Work to be completed: The complete listing that follows is to be set down again, exactly as it appears.

Data for review:
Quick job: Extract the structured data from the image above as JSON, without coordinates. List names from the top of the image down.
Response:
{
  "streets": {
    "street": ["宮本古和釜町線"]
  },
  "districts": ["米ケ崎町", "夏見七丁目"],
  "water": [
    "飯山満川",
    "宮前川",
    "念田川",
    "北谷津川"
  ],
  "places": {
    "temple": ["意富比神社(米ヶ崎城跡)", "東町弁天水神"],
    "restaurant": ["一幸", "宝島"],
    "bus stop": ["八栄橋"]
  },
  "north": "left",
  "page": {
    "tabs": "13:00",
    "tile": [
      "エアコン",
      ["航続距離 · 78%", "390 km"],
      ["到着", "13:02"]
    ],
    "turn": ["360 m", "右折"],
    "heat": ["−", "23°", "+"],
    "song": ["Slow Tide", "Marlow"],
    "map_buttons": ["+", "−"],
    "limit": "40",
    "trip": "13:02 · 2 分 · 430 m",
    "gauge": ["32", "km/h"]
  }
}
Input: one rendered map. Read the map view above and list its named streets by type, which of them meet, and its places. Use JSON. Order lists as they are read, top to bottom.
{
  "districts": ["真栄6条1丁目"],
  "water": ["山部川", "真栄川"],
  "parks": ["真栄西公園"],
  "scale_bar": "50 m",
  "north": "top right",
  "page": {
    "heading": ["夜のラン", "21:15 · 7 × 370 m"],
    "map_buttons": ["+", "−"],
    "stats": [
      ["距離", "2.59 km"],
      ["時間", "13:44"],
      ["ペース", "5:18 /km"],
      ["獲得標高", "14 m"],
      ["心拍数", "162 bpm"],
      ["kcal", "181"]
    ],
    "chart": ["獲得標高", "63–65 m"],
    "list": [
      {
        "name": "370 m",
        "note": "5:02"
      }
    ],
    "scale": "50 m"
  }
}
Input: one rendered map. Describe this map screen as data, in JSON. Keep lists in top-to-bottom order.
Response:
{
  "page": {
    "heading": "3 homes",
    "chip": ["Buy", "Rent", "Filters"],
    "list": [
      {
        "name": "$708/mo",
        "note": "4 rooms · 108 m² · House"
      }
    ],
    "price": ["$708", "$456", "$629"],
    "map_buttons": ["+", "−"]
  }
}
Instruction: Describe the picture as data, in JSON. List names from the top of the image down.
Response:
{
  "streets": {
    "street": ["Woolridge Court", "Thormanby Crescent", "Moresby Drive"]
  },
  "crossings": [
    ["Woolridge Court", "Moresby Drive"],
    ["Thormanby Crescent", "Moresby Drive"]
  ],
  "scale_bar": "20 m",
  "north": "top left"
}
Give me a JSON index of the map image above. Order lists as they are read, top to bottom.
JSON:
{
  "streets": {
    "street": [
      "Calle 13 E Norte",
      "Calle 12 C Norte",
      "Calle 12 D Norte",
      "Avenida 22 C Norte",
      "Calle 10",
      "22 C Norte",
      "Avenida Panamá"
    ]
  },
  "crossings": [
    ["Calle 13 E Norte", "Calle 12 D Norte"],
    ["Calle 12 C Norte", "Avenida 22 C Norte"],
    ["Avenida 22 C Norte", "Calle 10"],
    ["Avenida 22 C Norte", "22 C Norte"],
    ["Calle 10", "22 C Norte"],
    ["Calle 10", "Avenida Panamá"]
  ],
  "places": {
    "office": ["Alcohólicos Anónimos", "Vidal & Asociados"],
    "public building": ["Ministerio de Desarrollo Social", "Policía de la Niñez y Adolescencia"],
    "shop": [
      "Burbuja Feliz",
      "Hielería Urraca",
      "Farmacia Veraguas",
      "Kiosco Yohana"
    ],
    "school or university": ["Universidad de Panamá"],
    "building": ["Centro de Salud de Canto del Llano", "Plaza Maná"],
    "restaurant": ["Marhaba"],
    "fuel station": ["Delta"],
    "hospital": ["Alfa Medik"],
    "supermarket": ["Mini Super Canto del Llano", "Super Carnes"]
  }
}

Task answer:
Quick job: Extract the structured data from the image above as JSON, without coordinates. List names from the top of the image down.
Response:
{
  "streets": {
    "street": ["宮本古和釜町線"]
  },
  "districts": ["米ケ崎町", "夏見七丁目"],
  "water": [
    "飯山満川",
    "宮前川",
    "念田川",
    "北谷津川"
  ],
  "places": {
    "temple": ["意富比神社(米ヶ崎城跡)", "東町弁天水神"],
    "restaurant": ["一幸", "宝島"],
    "bus stop": ["八栄橋"]
  },
  "north": "left",
  "page": {
    "tabs": "13:00",
    "tile": [
      "エアコン",
      ["航続距離 · 78%", "390 km"],
      ["到着", "13:02"]
    ],
    "turn": ["360 m", "右折"],
    "heat": ["−", "23°", "+"],
    "song": ["Slow Tide", "Marlow"],
    "map_buttons": ["+", "−"],
    "limit": "40",
    "trip": "13:02 · 2 分 · 430 m",
    "gauge": ["32", "km/h"]
  }
}
Input: one rendered map. Read the map view above and list its named streets by type, which of them meet, and its places. Use JSON. Order lists as they are read, top to bottom.
{
  "districts": ["真栄6条1丁目"],
  "water": ["山部川", "真栄川"],
  "parks": ["真栄西公園"],
  "scale_bar": "50 m",
  "north": "top right",
  "page": {
    "heading": ["夜のラン", "21:15 · 7 × 370 m"],
    "map_buttons": ["+", "−"],
    "stats": [
      ["距離", "2.59 km"],
      ["時間", "13:44"],
      ["ペース", "5:18 /km"],
      ["獲得標高", "14 m"],
      ["心拍数", "162 bpm"],
      ["kcal", "181"]
    ],
    "chart": ["獲得標高", "63–65 m"],
    "list": [
      {
        "name": "370 m",
        "note": "5:02"
      }
    ],
    "scale": "50 m"
  }
}
Input: one rendered map. Describe this map screen as data, in JSON. Keep lists in top-to-bottom order.
Response:
{
  "page": {
    "heading": "3 homes",
    "chip": ["Buy", "Rent", "Filters"],
    "list": [
      {
        "name": "$708/mo",
        "note": "4 rooms · 108 m² · House"
      }
    ],
    "price": ["$708", "$456", "$629"],
    "map_buttons": ["+", "−"]
  }
}
Instruction: Describe the picture as data, in JSON. List names from the top of the image down.
Response:
{
  "streets": {
    "street": ["Woolridge Court", "Thormanby Crescent", "Moresby Drive"]
  },
  "crossings": [
    ["Woolridge Court", "Moresby Drive"],
    ["Thormanby Crescent", "Moresby Drive"]
  ],
  "scale_bar": "20 m",
  "north": "top left"
}
Give me a JSON index of the map image above. Order lists as they are read, top to bottom.
JSON:
{
  "streets": {
    "street": [
      "Calle 13 E Norte",
      "Calle 12 C Norte",
      "Calle 12 D Norte",
      "Avenida 22 C Norte",
      "Calle 10",
      "22 C Norte",
      "Avenida Panamá"
    ]
  },
  "crossings": [
    ["Calle 13 E Norte", "Calle 12 D Norte"],
    ["Calle 12 C Norte", "Avenida 22 C Norte"],
    ["Avenida 22 C Norte", "Calle 10"],
    ["Avenida 22 C Norte", "22 C Norte"],
    ["Calle 10", "22 C Norte"],
    ["Calle 10", "Avenida Panamá"]
  ],
  "places": {
    "office": ["Alcohólicos Anónimos", "Vidal & Asociados"],
    "public building": ["Ministerio de Desarrollo Social", "Policía de la Niñez y Adolescencia"],
    "shop": [
      "Burbuja Feliz",
      "Hielería Urraca",
      "Farmacia Veraguas",
      "Kiosco Yohana"
    ],
    "school or university": ["Universidad de Panamá"],
    "building": ["Centro de Salud de Canto del Llano", "Plaza Maná"],
    "restaurant": ["Marhaba"],
    "fuel station": ["Delta"],
    "hospital": ["Alfa Medik"],
    "supermarket": ["Mini Super Canto del Llano", "Super Carnes"]
  }
}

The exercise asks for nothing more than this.